Twinageddon

September is always a busy busy month for us in The House of the Flying Martinis. This year it was even busier. It appears that most of my family decided to become or have offspring at this time of year and therefore the whole month must be set aside for celebrating.

Not least of all those celebrations was the fortieth birthday of my husband, the infamous Meeester M along with that of his twin sister, who is not allowed to be called Misssy M because I thought of it first, so will therefore be called Meeester’sTwin. Incidentally, we celebrated Meeester’sTwin’s birthday 20 minutes earlier than Meeester’s.

A big fuss was made.

I have spent the last three weeks collecting, scanning, collaging, cutting, framing, gluing and stealing old photographs of the two birthday bods into various pieces of memorabilia designed to make both of them cry with emotion and/or embarassment. No awkward spotty gawky teenage photo has gone unused. No mullet, perm or shiny wedding suit has been edited out.

Then a quiz was devised pitting the twins against the rest of the family answering questions on their lives and foibles. I called it Twinageddon and and it was so good that TV company Celador who make Who Want to be a Millionaire are rumoured to be interested in optioning it on a five year global contract. How we laughed as we remembered MeeestersTwin’s crush of former Scottish First Minister Donald Dewar after a misunderstanding in a Glasgow coffee shop. How we cried as we remembered Brabbajackal the frozen pet guinea pig their mother was advised to thaw out in the oven by the vet, but forgot to tell the twins about the situation when they came home expecting their tea.

All this twin business actually made me quite envious- how lovely to be a twin. I wish I had a twin, I’d think from time to time as I cut yet another seventies image of two wee kids who don’t look remotely like each other but seemed always to be hanging about together and often had the same anoraks on.
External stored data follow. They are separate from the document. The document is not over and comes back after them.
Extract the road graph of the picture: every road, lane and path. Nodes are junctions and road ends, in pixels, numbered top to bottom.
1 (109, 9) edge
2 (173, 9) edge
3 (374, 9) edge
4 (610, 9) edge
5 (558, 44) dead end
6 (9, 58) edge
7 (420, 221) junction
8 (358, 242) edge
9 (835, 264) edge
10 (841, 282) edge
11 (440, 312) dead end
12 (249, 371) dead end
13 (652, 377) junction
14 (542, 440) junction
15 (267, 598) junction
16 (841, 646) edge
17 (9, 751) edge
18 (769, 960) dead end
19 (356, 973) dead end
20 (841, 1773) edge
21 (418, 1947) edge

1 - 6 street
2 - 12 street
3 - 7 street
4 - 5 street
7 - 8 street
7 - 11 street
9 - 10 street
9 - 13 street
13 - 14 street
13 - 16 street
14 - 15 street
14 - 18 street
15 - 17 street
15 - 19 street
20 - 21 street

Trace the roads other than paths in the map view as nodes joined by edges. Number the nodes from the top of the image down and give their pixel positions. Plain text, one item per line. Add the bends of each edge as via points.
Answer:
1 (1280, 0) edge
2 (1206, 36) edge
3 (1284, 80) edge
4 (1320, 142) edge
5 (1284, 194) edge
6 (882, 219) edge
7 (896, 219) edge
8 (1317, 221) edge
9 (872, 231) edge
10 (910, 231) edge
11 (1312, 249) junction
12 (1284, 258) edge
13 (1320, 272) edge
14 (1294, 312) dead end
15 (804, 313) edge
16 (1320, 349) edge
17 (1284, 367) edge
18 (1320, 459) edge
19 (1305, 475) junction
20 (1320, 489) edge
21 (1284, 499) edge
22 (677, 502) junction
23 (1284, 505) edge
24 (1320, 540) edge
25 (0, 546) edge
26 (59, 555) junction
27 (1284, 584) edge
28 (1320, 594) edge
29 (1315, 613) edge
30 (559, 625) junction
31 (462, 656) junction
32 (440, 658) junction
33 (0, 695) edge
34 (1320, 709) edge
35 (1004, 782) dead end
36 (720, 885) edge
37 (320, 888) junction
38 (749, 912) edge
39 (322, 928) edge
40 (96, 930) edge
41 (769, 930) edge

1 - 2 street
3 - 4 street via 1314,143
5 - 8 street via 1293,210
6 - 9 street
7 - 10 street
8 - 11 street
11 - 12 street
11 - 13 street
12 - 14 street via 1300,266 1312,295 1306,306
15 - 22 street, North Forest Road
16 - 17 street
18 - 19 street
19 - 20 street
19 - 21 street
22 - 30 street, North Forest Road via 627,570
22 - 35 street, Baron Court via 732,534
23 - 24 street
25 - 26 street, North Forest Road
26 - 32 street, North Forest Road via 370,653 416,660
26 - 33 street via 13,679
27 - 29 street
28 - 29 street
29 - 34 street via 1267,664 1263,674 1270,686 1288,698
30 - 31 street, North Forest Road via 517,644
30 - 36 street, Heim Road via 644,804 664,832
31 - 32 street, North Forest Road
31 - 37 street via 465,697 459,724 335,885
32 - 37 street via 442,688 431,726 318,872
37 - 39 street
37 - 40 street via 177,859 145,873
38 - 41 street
This pair seem to have the best of both worlds, because as nice as it is to be a twin who has shared experiences, birthdays and milestones, being “not from the same egg” as they would repeatedly tell anyone who asked, and of course of different sexes, they wouldn’t have the frankly freaky lookalikey thing going on.

Being an identical twin couldn’t be as good as their situation. Identical twins would be subjected to a lifetime of other people who couldn’t tell you both apart and people would comment on who was the brighter, the better natured, the more dominant, as people tend to do to be able to distinguish between identical twins, not realising how annoying that must be.

Then there’s the whole getting married thing. You meet the man who ends up being your husband, but it turns out that he’s an identical twin. Don’t you feel a bit weird when you meet a second version of him? Don’t you worry, even only deep down in your dark subconscious, that one night, for a laugh, they might swap places just to freak everyone out? I have a friend who is married to an identical twin. I don’t know her well enough yet to ask her that question, but I’m working up to it.

So anyway, that’s what I’ve been doing with my September, making a fuss of my favourite twins and thinking freaky thoughts about identical twins.

Oh, that and getting excited about the genius present I got for my most favourite of husbands: a trip to New York! With me!

Hey, I’m walkin’ here!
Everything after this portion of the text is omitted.